*Problem statement:* Please report, as a single number, how many lines in the entries include the string "graph".

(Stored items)
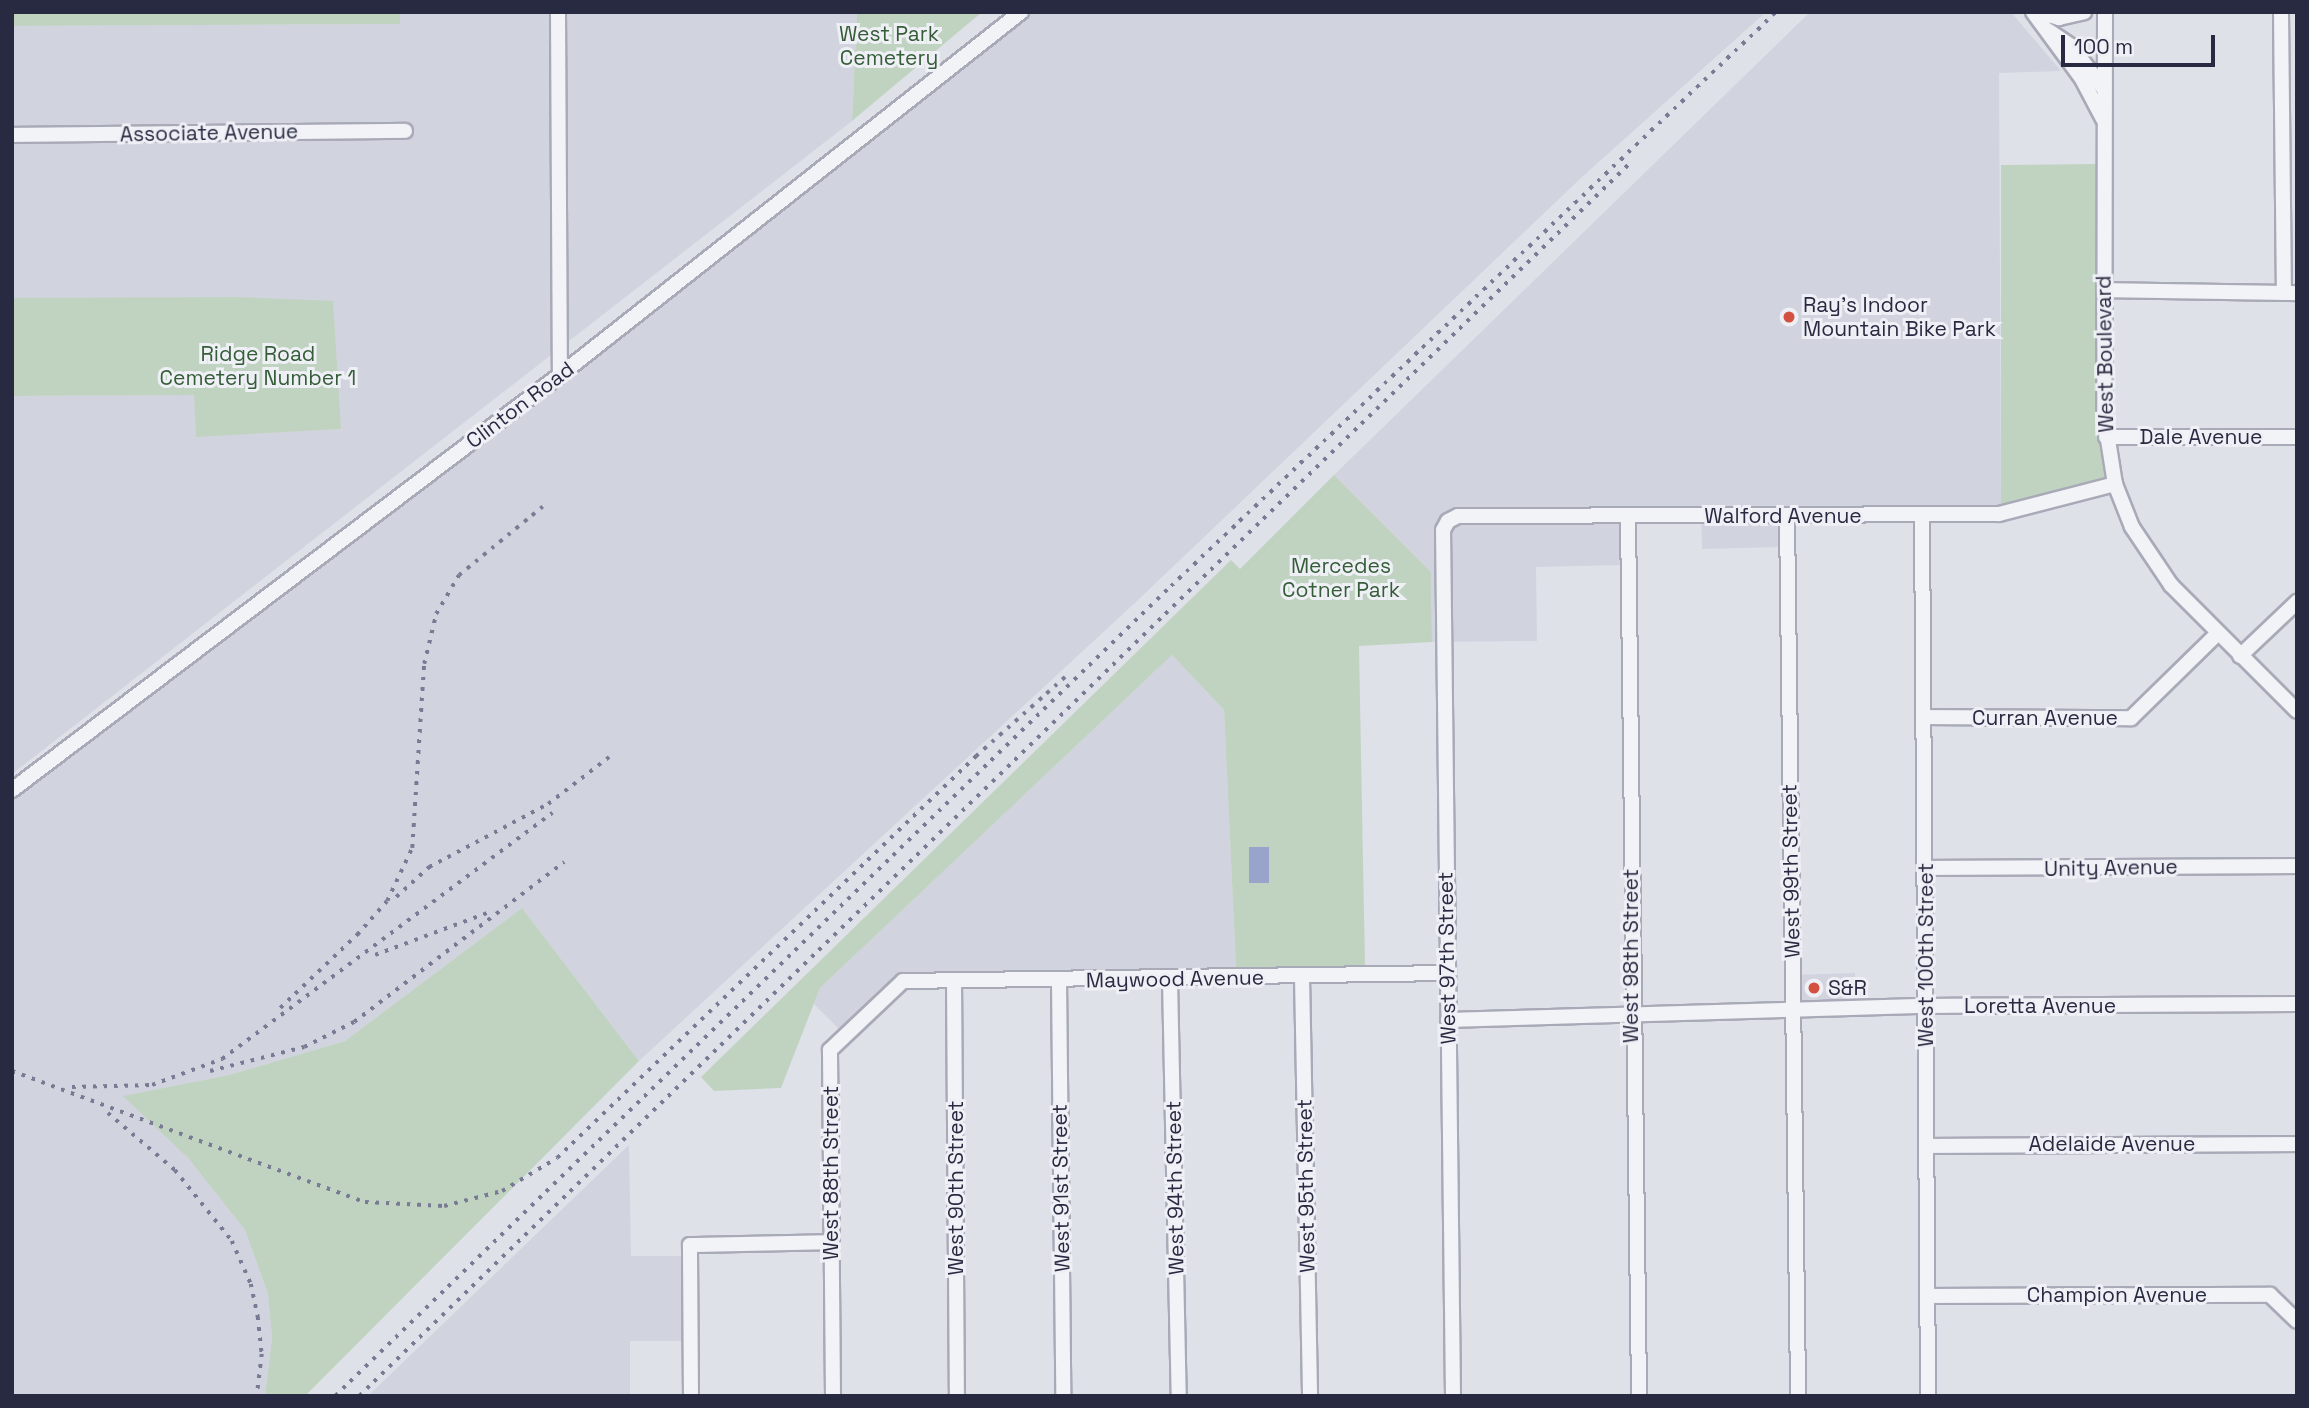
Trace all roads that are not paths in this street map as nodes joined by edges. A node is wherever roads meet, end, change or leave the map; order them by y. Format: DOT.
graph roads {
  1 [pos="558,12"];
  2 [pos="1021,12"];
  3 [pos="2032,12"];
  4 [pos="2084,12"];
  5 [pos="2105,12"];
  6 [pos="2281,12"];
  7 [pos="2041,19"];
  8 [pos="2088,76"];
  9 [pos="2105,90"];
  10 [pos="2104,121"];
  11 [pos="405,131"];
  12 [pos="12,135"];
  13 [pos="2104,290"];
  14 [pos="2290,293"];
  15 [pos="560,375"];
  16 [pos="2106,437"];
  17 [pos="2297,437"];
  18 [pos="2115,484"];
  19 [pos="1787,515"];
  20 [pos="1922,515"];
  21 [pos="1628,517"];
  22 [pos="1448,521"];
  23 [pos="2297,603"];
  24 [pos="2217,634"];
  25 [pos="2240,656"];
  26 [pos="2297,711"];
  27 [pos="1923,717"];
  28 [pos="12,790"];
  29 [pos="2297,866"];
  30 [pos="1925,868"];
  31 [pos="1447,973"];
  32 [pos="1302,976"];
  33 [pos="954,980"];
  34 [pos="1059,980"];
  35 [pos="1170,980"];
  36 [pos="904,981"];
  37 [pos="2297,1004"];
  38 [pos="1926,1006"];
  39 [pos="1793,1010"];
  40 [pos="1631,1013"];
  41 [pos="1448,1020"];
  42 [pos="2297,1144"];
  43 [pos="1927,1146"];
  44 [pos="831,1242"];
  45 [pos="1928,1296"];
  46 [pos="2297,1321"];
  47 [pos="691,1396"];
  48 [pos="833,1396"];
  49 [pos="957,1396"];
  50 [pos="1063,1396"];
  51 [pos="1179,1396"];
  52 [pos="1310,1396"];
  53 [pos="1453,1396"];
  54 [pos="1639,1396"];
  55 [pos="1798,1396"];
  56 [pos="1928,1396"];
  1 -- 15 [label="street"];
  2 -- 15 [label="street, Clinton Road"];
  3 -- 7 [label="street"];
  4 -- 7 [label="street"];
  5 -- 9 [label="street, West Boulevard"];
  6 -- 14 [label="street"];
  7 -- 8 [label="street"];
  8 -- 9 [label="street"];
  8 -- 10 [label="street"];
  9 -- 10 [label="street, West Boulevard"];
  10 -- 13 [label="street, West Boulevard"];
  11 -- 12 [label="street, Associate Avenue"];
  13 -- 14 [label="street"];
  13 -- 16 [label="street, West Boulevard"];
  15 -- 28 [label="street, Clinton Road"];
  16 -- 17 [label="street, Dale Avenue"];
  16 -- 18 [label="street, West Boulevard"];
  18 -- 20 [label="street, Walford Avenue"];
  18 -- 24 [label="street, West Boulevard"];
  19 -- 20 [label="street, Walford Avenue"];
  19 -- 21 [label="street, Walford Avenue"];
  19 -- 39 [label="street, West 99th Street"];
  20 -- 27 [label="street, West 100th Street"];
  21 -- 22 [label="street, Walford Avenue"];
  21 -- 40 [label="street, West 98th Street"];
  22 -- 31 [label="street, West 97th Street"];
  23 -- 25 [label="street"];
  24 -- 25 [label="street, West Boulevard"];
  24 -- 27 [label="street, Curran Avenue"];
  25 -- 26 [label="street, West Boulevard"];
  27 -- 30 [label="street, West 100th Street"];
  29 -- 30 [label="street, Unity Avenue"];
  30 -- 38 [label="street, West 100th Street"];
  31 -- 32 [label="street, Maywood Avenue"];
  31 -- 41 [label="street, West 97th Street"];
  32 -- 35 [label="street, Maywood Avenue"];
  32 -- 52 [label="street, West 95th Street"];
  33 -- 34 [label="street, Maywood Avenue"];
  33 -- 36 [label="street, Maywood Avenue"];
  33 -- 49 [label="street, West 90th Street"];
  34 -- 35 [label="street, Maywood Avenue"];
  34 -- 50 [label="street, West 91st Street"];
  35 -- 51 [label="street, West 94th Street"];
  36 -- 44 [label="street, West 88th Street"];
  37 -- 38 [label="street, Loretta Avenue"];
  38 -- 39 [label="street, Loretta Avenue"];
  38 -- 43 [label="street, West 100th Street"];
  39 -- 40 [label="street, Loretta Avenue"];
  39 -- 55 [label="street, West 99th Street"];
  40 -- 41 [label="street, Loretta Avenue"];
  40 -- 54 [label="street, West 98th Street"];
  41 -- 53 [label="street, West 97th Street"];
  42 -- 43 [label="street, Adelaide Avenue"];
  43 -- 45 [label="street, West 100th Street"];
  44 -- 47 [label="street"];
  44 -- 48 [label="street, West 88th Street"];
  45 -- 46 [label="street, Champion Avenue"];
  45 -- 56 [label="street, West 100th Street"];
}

==

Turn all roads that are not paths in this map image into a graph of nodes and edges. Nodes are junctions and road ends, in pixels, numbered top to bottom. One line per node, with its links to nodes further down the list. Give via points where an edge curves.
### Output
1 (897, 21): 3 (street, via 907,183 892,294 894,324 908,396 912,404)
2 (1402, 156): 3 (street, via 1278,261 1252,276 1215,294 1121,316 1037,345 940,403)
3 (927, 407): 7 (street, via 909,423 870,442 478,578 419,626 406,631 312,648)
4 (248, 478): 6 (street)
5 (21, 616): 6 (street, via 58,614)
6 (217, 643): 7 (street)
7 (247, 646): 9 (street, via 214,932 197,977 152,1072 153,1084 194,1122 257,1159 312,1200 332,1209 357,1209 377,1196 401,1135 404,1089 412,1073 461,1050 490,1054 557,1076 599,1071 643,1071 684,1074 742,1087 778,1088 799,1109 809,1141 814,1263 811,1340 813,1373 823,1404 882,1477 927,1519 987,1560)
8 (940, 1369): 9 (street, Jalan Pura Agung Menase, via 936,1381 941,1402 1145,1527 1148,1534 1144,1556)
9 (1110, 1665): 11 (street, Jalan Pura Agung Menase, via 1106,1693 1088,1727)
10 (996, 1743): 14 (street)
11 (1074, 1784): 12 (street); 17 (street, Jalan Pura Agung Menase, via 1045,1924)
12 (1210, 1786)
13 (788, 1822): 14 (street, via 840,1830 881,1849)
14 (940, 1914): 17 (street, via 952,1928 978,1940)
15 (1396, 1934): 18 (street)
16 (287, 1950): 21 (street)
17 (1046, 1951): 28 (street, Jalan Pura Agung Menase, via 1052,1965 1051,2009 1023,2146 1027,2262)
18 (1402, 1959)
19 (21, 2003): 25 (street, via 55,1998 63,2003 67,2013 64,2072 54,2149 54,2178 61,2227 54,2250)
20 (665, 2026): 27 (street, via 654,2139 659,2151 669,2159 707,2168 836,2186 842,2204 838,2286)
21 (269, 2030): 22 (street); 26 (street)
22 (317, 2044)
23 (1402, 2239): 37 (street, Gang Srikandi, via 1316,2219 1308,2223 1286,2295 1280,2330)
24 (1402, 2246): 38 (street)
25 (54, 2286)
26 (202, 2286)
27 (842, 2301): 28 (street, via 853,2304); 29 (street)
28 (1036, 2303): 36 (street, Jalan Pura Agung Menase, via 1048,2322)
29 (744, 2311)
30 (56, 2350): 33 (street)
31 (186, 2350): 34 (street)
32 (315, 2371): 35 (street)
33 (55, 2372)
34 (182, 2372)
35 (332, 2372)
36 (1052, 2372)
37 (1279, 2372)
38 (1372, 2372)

*Result:* 2